# EXERCISE AIM
Quote the whole listing exactly. Leave the pictures out of your copy.
══════
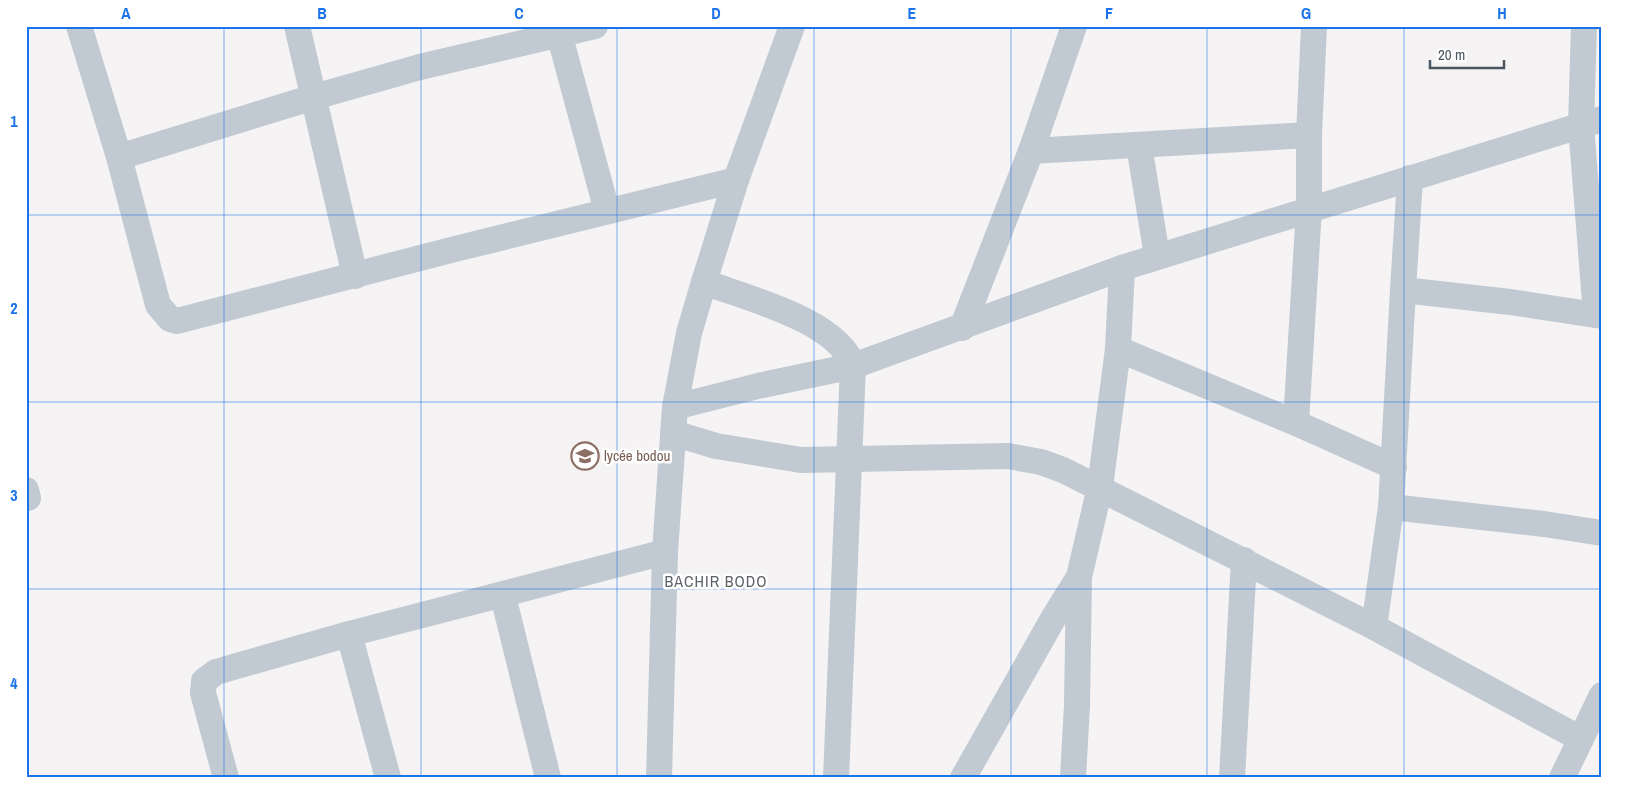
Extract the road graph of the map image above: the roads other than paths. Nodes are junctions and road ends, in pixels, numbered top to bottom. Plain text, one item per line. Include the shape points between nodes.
1 (79, 26) edge
2 (297, 26) edge
3 (595, 26) edge
4 (792, 26) edge
5 (1074, 26) edge
6 (1314, 26) edge
7 (1584, 26) edge
8 (558, 31) edge
9 (314, 97) junction
10 (1591, 122) edge
11 (1309, 135) junction
12 (1139, 145) junction
13 (1030, 151) junction
14 (119, 157) junction
15 (1410, 178) junction
16 (736, 180) junction
17 (1309, 208) junction
18 (607, 211) junction
19 (1157, 256) junction
20 (1122, 268) junction
21 (355, 276) junction
22 (704, 282) junction
23 (1404, 290) junction
24 (1599, 315) edge
25 (962, 328) junction
26 (1118, 348) junction
27 (853, 366) junction
28 (674, 407) junction
29 (1296, 423) junction
30 (673, 434) junction
31 (851, 458) junction
32 (1394, 467) junction
33 (1100, 487) junction
34 (1391, 507) junction
35 (1602, 533) edge
36 (665, 552) junction
37 (1244, 560) junction
38 (1079, 577) junction
39 (503, 596) junction
40 (1374, 628) junction
41 (349, 634) junction
42 (1602, 695) edge
43 (1581, 739) junction
44 (226, 778) edge
45 (388, 778) edge
46 (548, 778) edge
47 (659, 778) edge
48 (836, 778) edge
49 (963, 778) edge
50 (1073, 778) edge
51 (1232, 778) edge
52 (1562, 778) edge

1 - 14 street
2 - 9 street
3 - 8 street
4 - 16 street
5 - 13 street
6 - 11 street
7 - 10 street
8 - 9 street
8 - 18 street
9 - 14 street
9 - 21 street
10 - 15 street
10 - 24 street
11 - 12 street
11 - 17 street
12 - 13 street
12 - 19 street
13 - 25 street
14 - 21 street via 158,306 170,319 188,319
15 - 17 street
15 - 23 street
16 - 18 street
16 - 22 street
17 - 19 street
17 - 29 street
18 - 21 street
19 - 20 street
20 - 25 street
20 - 26 street
22 - 27 street via 803,318 845,349
22 - 28 street via 689,333
23 - 24 street
23 - 32 street
25 - 27 street
26 - 29 street
26 - 33 street
27 - 28 street
27 - 31 street
28 - 30 street
29 - 32 street
30 - 31 street via 763,456 801,460
30 - 36 street
31 - 33 street via 1008,456 1041,462
31 - 48 street
32 - 34 street
33 - 37 street
33 - 38 street
34 - 35 street
34 - 40 street
36 - 39 street
36 - 47 street
37 - 40 street
37 - 51 street
38 - 49 street
38 - 50 street
39 - 41 street
39 - 46 street
40 - 43 street
41 - 44 street via 216,672 204,681 203,693
41 - 45 street
42 - 43 street
43 - 52 street

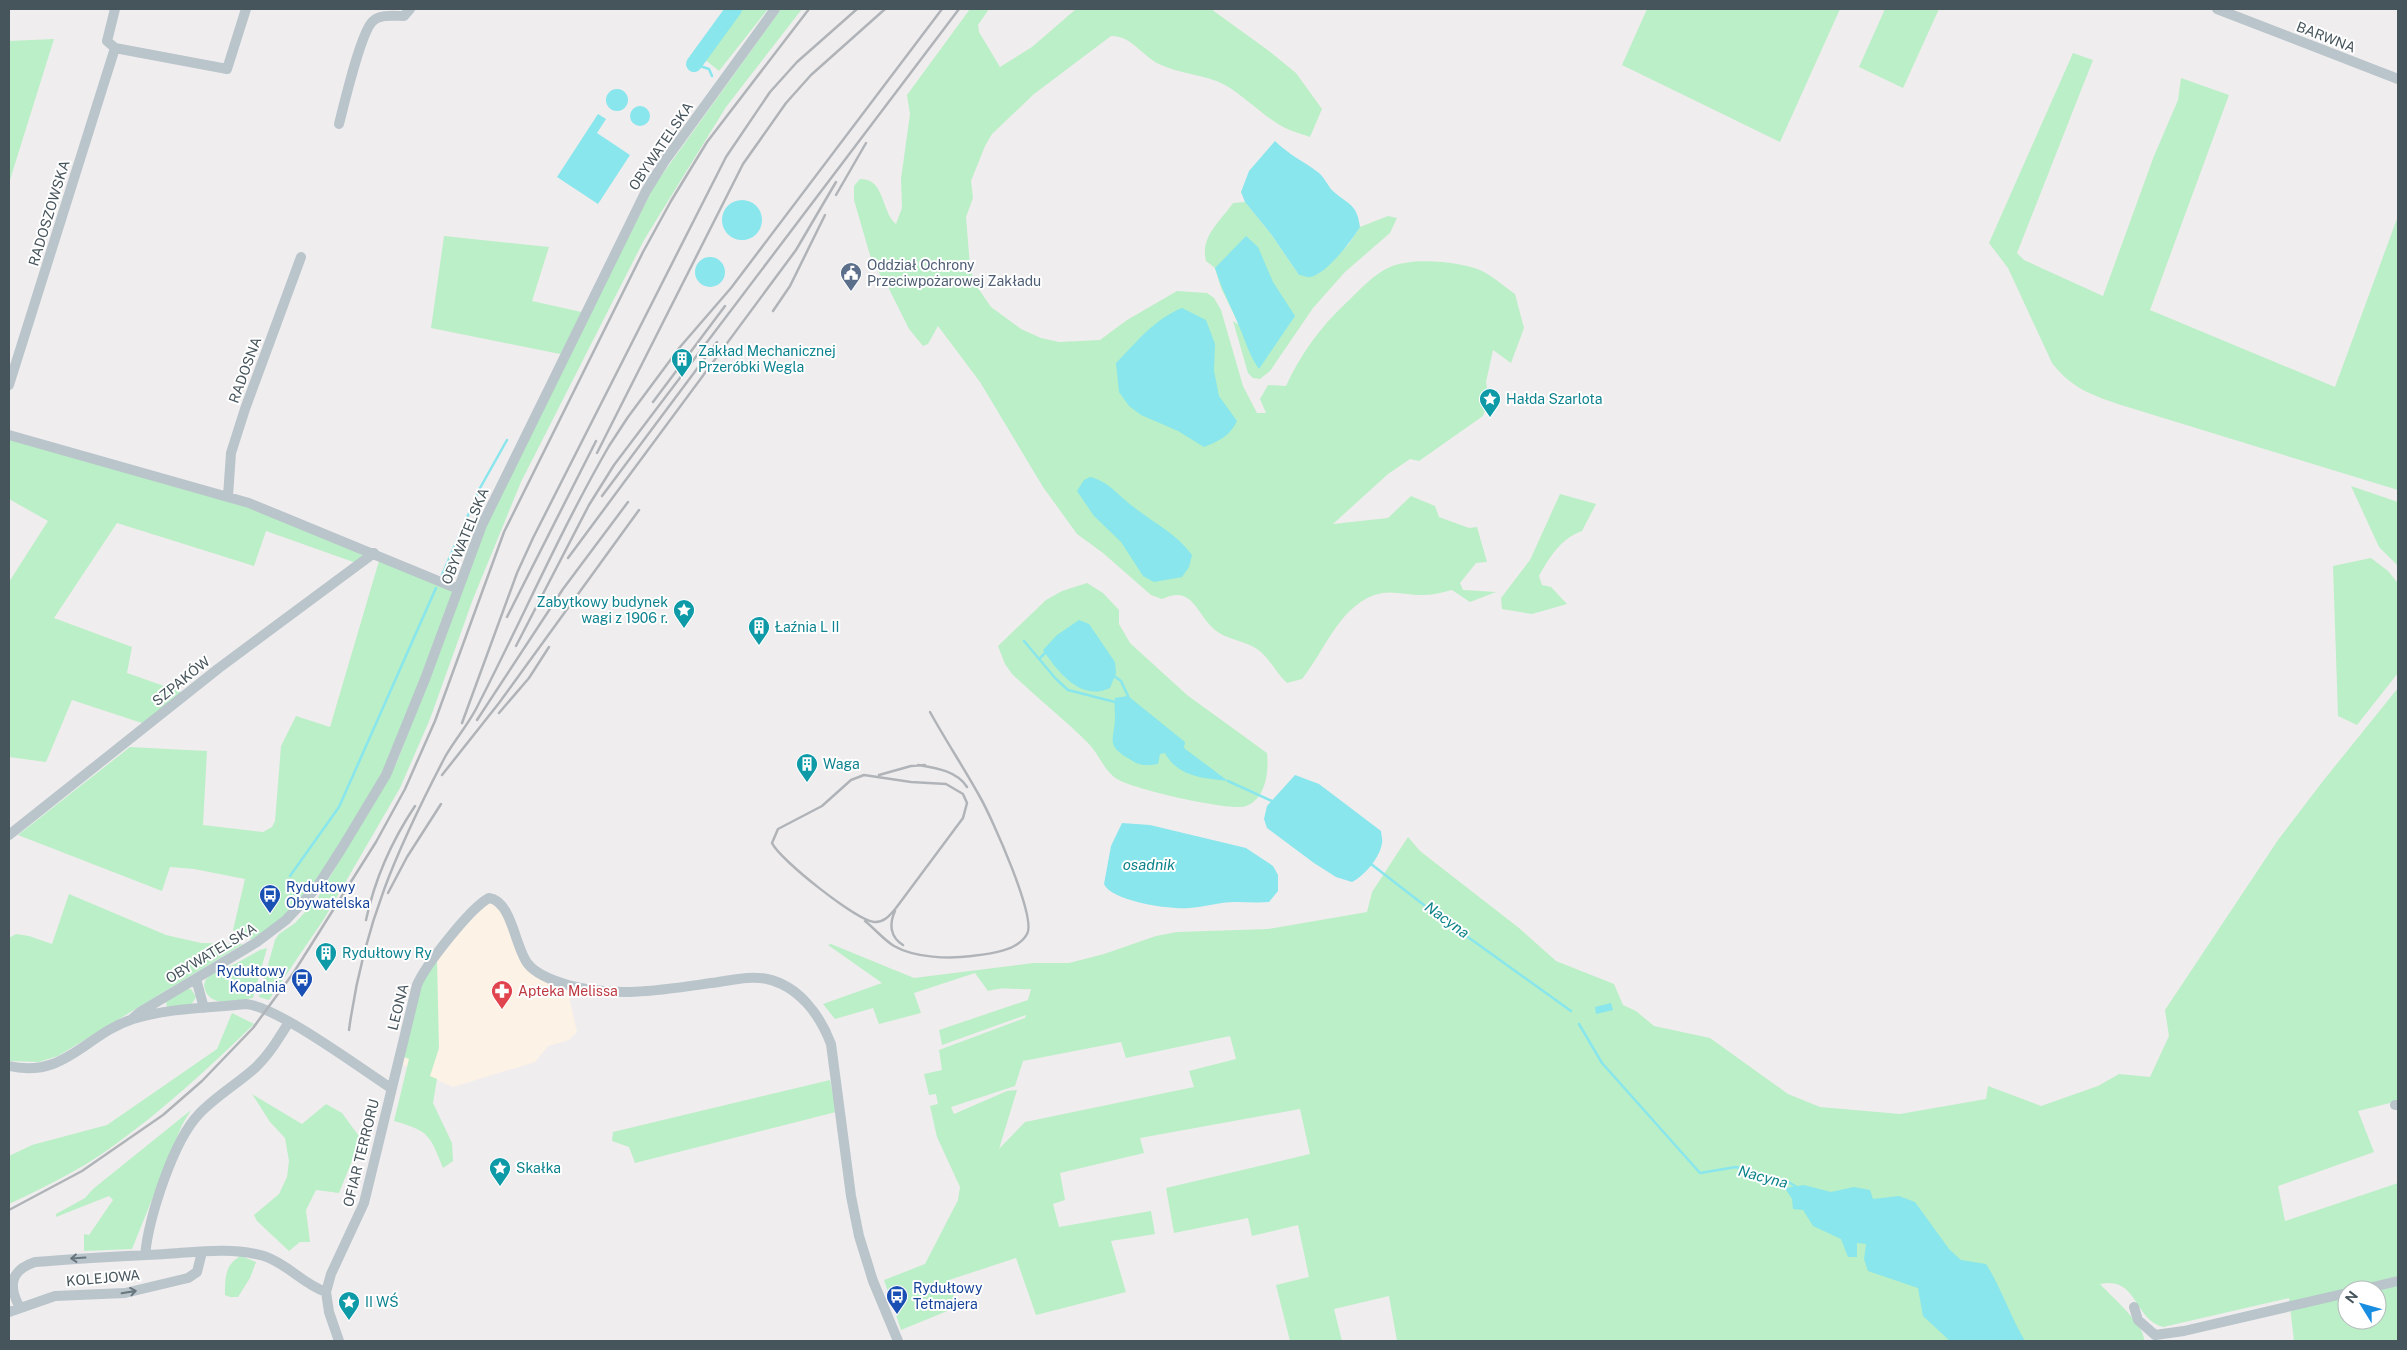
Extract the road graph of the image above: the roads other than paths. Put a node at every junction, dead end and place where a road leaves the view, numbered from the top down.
1 (116, 9) edge
2 (246, 9) edge
3 (410, 9) edge
4 (775, 9) edge
5 (2217, 9) edge
6 (115, 48) junction
7 (2398, 79) edge
8 (339, 124) dead end
9 (301, 258) dead end
10 (9, 385) edge
11 (9, 435) edge
12 (228, 496) junction
13 (374, 553) junction
14 (458, 589) junction
15 (9, 835) edge
16 (196, 979) junction
17 (204, 1008) junction
18 (132, 1019) junction
19 (289, 1022) junction
20 (9, 1066) edge
21 (391, 1088) junction
22 (202, 1252) junction
23 (144, 1255) junction
24 (326, 1292) junction
25 (2337, 1295) edge
26 (19, 1306) junction
27 (2134, 1307) dead end
28 (9, 1312) edge
29 (339, 1341) edge
30 (898, 1341) edge

1 - 6 street, RADOSZOWSKA
2 - 6 street
3 - 8 street
4 - 14 street, OBYWATELSKA
5 - 7 street, BARWNA
6 - 10 street, RADOSZOWSKA
9 - 12 street, RADOSNA
11 - 12 street
12 - 13 street
13 - 14 street
13 - 15 street, SZPAKÓW
14 - 16 street, OBYWATELSKA
16 - 17 street
16 - 18 street, OBYWATELSKA
17 - 18 street, OBYWATELSKA
17 - 19 street, OBYWATELSKA
18 - 20 street, OBYWATELSKA
19 - 21 street, OFIAR TERRORU
19 - 23 street
21 - 24 street, OFIAR TERRORU
21 - 30 street, LEONA
22 - 23 street
22 - 24 street
26 -> 22 street, KOLEJOWA
23 -> 26 street
24 - 29 street, OFIAR TERRORU
25 - 27 street
26 - 28 street, KOLEJOWA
══════
# RESPONSE TO THE EXERCISE
Extract the road graph of the map image above: the roads other than paths. Nodes are junctions and road ends, in pixels, numbered top to bottom. Plain text, one item per line. Include the shape points between nodes.
1 (79, 26) edge
2 (297, 26) edge
3 (595, 26) edge
4 (792, 26) edge
5 (1074, 26) edge
6 (1314, 26) edge
7 (1584, 26) edge
8 (558, 31) edge
9 (314, 97) junction
10 (1591, 122) edge
11 (1309, 135) junction
12 (1139, 145) junction
13 (1030, 151) junction
14 (119, 157) junction
15 (1410, 178) junction
16 (736, 180) junction
17 (1309, 208) junction
18 (607, 211) junction
19 (1157, 256) junction
20 (1122, 268) junction
21 (355, 276) junction
22 (704, 282) junction
23 (1404, 290) junction
24 (1599, 315) edge
25 (962, 328) junction
26 (1118, 348) junction
27 (853, 366) junction
28 (674, 407) junction
29 (1296, 423) junction
30 (673, 434) junction
31 (851, 458) junction
32 (1394, 467) junction
33 (1100, 487) junction
34 (1391, 507) junction
35 (1602, 533) edge
36 (665, 552) junction
37 (1244, 560) junction
38 (1079, 577) junction
39 (503, 596) junction
40 (1374, 628) junction
41 (349, 634) junction
42 (1602, 695) edge
43 (1581, 739) junction
44 (226, 778) edge
45 (388, 778) edge
46 (548, 778) edge
47 (659, 778) edge
48 (836, 778) edge
49 (963, 778) edge
50 (1073, 778) edge
51 (1232, 778) edge
52 (1562, 778) edge

1 - 14 street
2 - 9 street
3 - 8 street
4 - 16 street
5 - 13 street
6 - 11 street
7 - 10 street
8 - 9 street
8 - 18 street
9 - 14 street
9 - 21 street
10 - 15 street
10 - 24 street
11 - 12 street
11 - 17 street
12 - 13 street
12 - 19 street
13 - 25 street
14 - 21 street via 158,306 170,319 188,319
15 - 17 street
15 - 23 street
16 - 18 street
16 - 22 street
17 - 19 street
17 - 29 street
18 - 21 street
19 - 20 street
20 - 25 street
20 - 26 street
22 - 27 street via 803,318 845,349
22 - 28 street via 689,333
23 - 24 street
23 - 32 street
25 - 27 street
26 - 29 street
26 - 33 street
27 - 28 street
27 - 31 street
28 - 30 street
29 - 32 street
30 - 31 street via 763,456 801,460
30 - 36 street
31 - 33 street via 1008,456 1041,462
31 - 48 street
32 - 34 street
33 - 37 street
33 - 38 street
34 - 35 street
34 - 40 street
36 - 39 street
36 - 47 street
37 - 40 street
37 - 51 street
38 - 49 street
38 - 50 street
39 - 41 street
39 - 46 street
40 - 43 street
41 - 44 street via 216,672 204,681 203,693
41 - 45 street
42 - 43 street
43 - 52 street

Extract the road graph of the image above: the roads other than paths. Put a node at every junction, dead end and place where a road leaves the view, numbered from the top down.
1 (116, 9) edge
2 (246, 9) edge
3 (410, 9) edge
4 (775, 9) edge
5 (2217, 9) edge
6 (115, 48) junction
7 (2398, 79) edge
8 (339, 124) dead end
9 (301, 258) dead end
10 (9, 385) edge
11 (9, 435) edge
12 (228, 496) junction
13 (374, 553) junction
14 (458, 589) junction
15 (9, 835) edge
16 (196, 979) junction
17 (204, 1008) junction
18 (132, 1019) junction
19 (289, 1022) junction
20 (9, 1066) edge
21 (391, 1088) junction
22 (202, 1252) junction
23 (144, 1255) junction
24 (326, 1292) junction
25 (2337, 1295) edge
26 (19, 1306) junction
27 (2134, 1307) dead end
28 (9, 1312) edge
29 (339, 1341) edge
30 (898, 1341) edge

1 - 6 street, RADOSZOWSKA
2 - 6 street
3 - 8 street
4 - 14 street, OBYWATELSKA
5 - 7 street, BARWNA
6 - 10 street, RADOSZOWSKA
9 - 12 street, RADOSNA
11 - 12 street
12 - 13 street
13 - 14 street
13 - 15 street, SZPAKÓW
14 - 16 street, OBYWATELSKA
16 - 17 street
16 - 18 street, OBYWATELSKA
17 - 18 street, OBYWATELSKA
17 - 19 street, OBYWATELSKA
18 - 20 street, OBYWATELSKA
19 - 21 street, OFIAR TERRORU
19 - 23 street
21 - 24 street, OFIAR TERRORU
21 - 30 street, LEONA
22 - 23 street
22 - 24 street
26 -> 22 street, KOLEJOWA
23 -> 26 street
24 - 29 street, OFIAR TERRORU
25 - 27 street
26 - 28 street, KOLEJOWA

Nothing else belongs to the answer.